> [Problem to solve]:
Nothing in the records may be altered. Repeat them in full.
___ Records provided ___
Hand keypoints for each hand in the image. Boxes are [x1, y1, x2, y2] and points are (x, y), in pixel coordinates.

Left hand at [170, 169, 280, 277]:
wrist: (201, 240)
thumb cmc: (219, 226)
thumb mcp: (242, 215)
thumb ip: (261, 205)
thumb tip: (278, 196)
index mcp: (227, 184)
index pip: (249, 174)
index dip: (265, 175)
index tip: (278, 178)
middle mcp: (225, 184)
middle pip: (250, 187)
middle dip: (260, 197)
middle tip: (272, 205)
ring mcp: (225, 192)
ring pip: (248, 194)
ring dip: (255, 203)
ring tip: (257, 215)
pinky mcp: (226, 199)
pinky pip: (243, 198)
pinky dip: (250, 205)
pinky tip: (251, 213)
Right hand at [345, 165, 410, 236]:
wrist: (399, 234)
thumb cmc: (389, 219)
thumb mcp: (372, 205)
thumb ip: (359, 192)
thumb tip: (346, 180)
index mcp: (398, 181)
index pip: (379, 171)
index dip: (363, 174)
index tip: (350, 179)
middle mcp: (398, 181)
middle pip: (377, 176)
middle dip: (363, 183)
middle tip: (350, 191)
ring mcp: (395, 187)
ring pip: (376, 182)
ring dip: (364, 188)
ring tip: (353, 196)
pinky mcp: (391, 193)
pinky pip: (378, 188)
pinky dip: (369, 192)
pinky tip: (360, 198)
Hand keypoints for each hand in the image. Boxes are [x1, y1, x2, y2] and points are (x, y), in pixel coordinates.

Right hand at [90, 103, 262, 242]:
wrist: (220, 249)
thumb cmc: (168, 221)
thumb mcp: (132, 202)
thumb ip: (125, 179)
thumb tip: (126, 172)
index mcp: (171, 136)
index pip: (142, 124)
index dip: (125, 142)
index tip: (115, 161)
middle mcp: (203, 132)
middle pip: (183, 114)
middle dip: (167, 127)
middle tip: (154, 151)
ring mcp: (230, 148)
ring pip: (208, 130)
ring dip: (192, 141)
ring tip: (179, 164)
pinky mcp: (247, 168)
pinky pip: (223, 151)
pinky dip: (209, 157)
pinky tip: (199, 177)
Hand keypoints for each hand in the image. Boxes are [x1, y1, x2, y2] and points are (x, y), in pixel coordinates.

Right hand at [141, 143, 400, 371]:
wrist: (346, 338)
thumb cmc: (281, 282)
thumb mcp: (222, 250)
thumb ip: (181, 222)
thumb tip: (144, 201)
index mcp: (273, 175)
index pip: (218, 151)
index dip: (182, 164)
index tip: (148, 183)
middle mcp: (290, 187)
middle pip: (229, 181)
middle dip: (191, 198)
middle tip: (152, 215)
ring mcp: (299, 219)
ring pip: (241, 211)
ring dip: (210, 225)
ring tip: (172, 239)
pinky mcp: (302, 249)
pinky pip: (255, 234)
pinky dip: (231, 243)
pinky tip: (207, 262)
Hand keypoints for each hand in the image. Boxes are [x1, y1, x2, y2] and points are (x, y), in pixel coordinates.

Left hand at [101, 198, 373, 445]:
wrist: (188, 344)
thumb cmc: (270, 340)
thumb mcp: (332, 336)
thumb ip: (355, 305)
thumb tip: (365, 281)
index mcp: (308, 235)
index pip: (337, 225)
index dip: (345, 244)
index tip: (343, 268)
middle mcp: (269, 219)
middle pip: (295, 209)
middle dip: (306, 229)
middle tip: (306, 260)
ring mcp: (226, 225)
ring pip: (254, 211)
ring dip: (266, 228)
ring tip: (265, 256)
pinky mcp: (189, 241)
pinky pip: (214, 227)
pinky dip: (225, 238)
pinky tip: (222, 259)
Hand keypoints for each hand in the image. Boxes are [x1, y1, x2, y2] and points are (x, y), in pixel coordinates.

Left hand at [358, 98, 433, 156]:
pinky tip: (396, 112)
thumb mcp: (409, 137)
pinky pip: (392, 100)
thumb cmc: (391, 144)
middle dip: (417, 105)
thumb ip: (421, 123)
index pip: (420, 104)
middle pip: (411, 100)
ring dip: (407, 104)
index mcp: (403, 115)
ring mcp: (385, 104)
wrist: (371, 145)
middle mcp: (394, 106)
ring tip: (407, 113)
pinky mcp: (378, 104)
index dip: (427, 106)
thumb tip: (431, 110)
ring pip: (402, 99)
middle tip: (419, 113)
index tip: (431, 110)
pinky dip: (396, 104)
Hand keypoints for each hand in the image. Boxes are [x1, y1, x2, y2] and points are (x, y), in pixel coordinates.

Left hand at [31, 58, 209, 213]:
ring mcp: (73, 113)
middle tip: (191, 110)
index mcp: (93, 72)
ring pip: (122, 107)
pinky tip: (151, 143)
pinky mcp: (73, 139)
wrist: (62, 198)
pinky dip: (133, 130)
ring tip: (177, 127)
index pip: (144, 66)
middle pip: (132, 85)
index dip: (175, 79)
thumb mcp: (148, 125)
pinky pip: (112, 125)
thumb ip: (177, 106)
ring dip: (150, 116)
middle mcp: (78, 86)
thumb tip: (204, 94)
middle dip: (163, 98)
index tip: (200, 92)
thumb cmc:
___
> [Response to this exercise]:
Hand keypoints for each hand in the image. Boxes are [x1, y1, x2, y2] and points are (x, y), in pixel coordinates.

Left hand at [170, 169, 280, 277]:
wrist: (201, 240)
thumb cmc: (219, 226)
thumb mcp: (242, 215)
thumb ip: (261, 205)
thumb tip: (278, 196)
index mcp: (227, 184)
index pip: (249, 174)
index dip: (265, 175)
index tip: (278, 178)
middle mcp: (225, 184)
middle pip: (250, 187)
middle dip: (260, 197)
middle tip: (272, 205)
ring mcp: (225, 192)
ring pip: (248, 194)
ring dip: (255, 203)
ring tip: (257, 215)
pinky mcp: (226, 199)
pinky pip: (243, 198)
pinky dip: (250, 205)
pinky tip: (251, 213)
Right hand at [345, 165, 410, 236]:
wrist: (399, 234)
thumb cmc: (389, 219)
thumb mcp: (372, 205)
thumb ip: (359, 192)
thumb tip: (346, 180)
index mcp: (398, 181)
index pip: (379, 171)
index dip: (363, 174)
index tip: (350, 179)
middle mcp: (398, 181)
middle pip: (377, 176)
middle dip: (363, 183)
middle tip: (350, 191)
ring mcp: (395, 187)
ring pip: (376, 182)
ring dip: (364, 188)
ring tip: (353, 196)
pinky mcp: (391, 193)
pinky pip: (378, 188)
pinky dip: (369, 192)
pinky tip: (360, 198)
Hand keypoints for each hand in the image. Boxes are [x1, y1, x2, y2] and points are (x, y), in pixel coordinates.

Right hand at [90, 103, 262, 242]:
wrist: (220, 249)
thumb cmc: (168, 221)
thumb mcp: (132, 202)
thumb ip: (125, 179)
thumb tip: (126, 172)
index mcp: (171, 136)
index pip: (142, 124)
index dip: (125, 142)
index tip: (115, 161)
middle mcp: (203, 132)
middle pip: (183, 114)
middle dip: (167, 127)
middle tip: (154, 151)
ring mcp: (230, 148)
ring pip: (208, 130)
ring dip: (192, 141)
ring tip: (179, 164)
pinky mcp: (247, 168)
pinky pip: (223, 151)
pinky dip: (209, 157)
pinky tip: (199, 177)
Hand keypoints for each hand in the image. Boxes are [x1, y1, x2, y2] and points are (x, y), in pixel coordinates.

Right hand at [141, 143, 400, 371]:
wrist: (346, 338)
thumb cmc: (281, 282)
thumb mcp: (222, 250)
thumb ip: (181, 222)
thumb tip: (144, 201)
index mcp: (273, 175)
index pip: (218, 151)
index dip: (182, 164)
index tip: (148, 183)
middle mcp: (290, 187)
middle pip: (229, 181)
middle dip: (191, 198)
middle tip: (152, 215)
ring mcp: (299, 219)
ring pip: (241, 211)
ring dip: (210, 225)
ring tip: (172, 239)
pinky mcp: (302, 249)
pinky pip: (255, 234)
pinky dip: (231, 243)
pinky tip: (207, 262)
Hand keypoints for each hand in the image. Boxes are [x1, y1, x2, y2] and points are (x, y), in pixel coordinates.

Left hand at [101, 198, 373, 445]:
wrist: (188, 344)
thumb cmc: (270, 340)
thumb mcp: (332, 336)
thumb ip: (355, 305)
thumb tip: (365, 281)
index mcp: (308, 235)
index pip: (337, 225)
index dip: (345, 244)
index tip: (343, 268)
middle mcp: (269, 219)
middle pip: (295, 209)
middle dip: (306, 229)
middle tip: (306, 260)
ring mcp: (226, 225)
ring pip: (254, 211)
ring dip: (266, 228)
ring tip: (265, 256)
pinky mcp: (189, 241)
pinky pip: (214, 227)
pinky dip: (225, 238)
pinky tip: (222, 259)
Hand keypoints for each hand in the image. Boxes are [x1, y1, x2, y2] and points are (x, y), in pixel coordinates.

Left hand at [358, 98, 433, 156]:
pinky tip: (396, 112)
thumb mcp: (409, 137)
pinky pip: (392, 100)
thumb cmc: (391, 144)
middle dip: (417, 105)
thumb ip: (421, 123)
index pip: (420, 104)
middle pip: (411, 100)
ring dip: (407, 104)
index mcp: (403, 115)
ring mcp: (385, 104)
wrist: (371, 145)
middle mcp: (394, 106)
ring tip: (407, 113)
pinky mcp: (378, 104)
index dip: (427, 106)
thumb tip: (431, 110)
ring pip: (402, 99)
middle tip: (419, 113)
index tip: (431, 110)
pinky dip: (396, 104)
Hand keypoints for each hand in the image. Boxes are [x1, y1, x2, y2] and points are (x, y), in pixel coordinates.

Left hand at [31, 58, 209, 213]:
ring mcp: (73, 113)
middle tip: (191, 110)
index mcp: (93, 72)
ring pip: (122, 107)
pinky tip: (151, 143)
pinky mcp: (73, 139)
wrist: (62, 198)
pinky dip: (133, 130)
ring tip: (177, 127)
index pip: (144, 66)
middle pip: (132, 85)
index dip: (175, 79)
thumb mcp: (148, 125)
pinky pip: (112, 125)
thumb ip: (177, 106)
ring dip: (150, 116)
middle mcp: (78, 86)
thumb tip: (204, 94)
middle dip: (163, 98)
index tip: (200, 92)
thumb cmc:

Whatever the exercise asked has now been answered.